Mein letztes Kompliment galt Julias Wintermantel, das war im Februar. Der blutrote Stoffmantel hing über ihrem Bürostuhl. Julia war meine Kollegin. Ich kenne sie kaum, aber wir haben uns die Arbeit gerne mit Komplimenten versüßt. Seit wir im Homeoffice sind, geht das nicht mehr. Mit dem ersten Lockdown sind Julia und unsere kleinen Höflichkeiten aus meinem Leben verschwunden.

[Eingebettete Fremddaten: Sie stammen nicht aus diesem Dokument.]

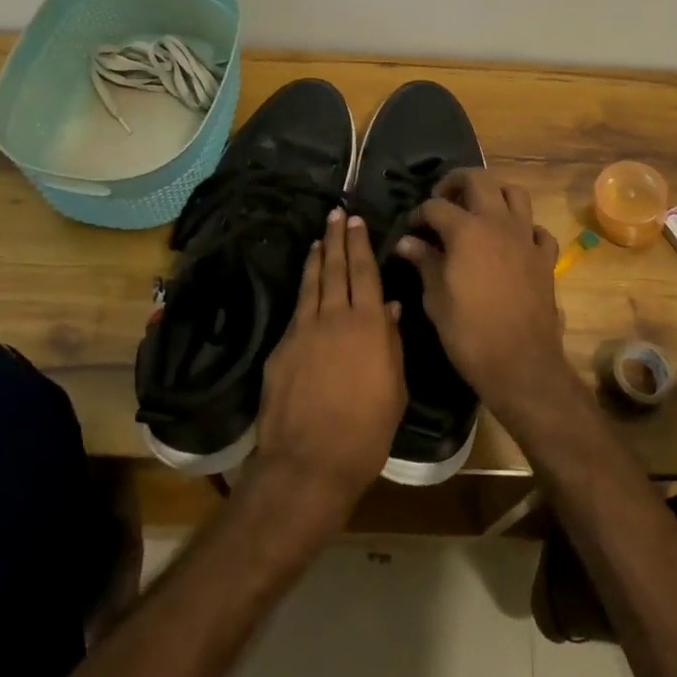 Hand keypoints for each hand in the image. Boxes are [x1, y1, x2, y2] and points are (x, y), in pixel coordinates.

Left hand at [251, 208, 407, 534]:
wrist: (308, 461)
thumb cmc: (365, 432)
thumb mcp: (395, 390)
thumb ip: (392, 344)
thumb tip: (391, 309)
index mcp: (368, 325)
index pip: (365, 273)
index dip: (360, 245)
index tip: (357, 221)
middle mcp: (335, 317)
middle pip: (335, 269)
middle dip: (336, 239)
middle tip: (336, 214)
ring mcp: (303, 330)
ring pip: (311, 284)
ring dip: (316, 258)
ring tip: (319, 238)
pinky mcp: (281, 348)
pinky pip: (296, 309)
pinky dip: (302, 289)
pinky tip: (305, 285)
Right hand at [395, 169, 570, 419]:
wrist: (519, 363)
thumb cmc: (468, 331)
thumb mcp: (435, 297)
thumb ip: (424, 262)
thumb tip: (407, 242)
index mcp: (466, 229)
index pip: (436, 206)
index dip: (419, 214)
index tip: (410, 228)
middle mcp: (498, 223)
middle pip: (479, 180)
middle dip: (456, 182)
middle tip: (443, 199)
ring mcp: (526, 238)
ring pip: (515, 194)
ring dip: (494, 194)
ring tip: (479, 210)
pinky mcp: (545, 258)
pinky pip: (537, 230)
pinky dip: (524, 228)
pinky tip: (512, 241)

Ich habe lange überlegt, ob ich Julias echten Namen hier überhaupt nennen soll. Nennt man jemanden einen Bekannten, der sich für einen Freund hält, ist man schnell unten durch. Bekanntschaften haben ein schlechtes Image. Sie gelten als oberflächlich und austauschbar. Seit den Kontaktbeschränkungen sind sie geradezu verboten. Bekannte standen schon immer am Rand des Freundeskreises, doch stolpert man derzeit über diesen Rand, landet man in einer gesundheitlichen No-Go-Area. Familie? Klar, wenn man zusammenwohnt. Freunde? Unter Auflagen erlaubt. Aber Bekannte? Julia begegne ich zurzeit höchstens noch in meinem Instagram-Feed. Gesundheitlich ist es nachvollziehbar, dass wir unsere Kontakte eingrenzen müssen. Aber unterschätzen wir damit den Wert von Bekanntschaften? Was macht es mit uns, dass man sie uns nimmt?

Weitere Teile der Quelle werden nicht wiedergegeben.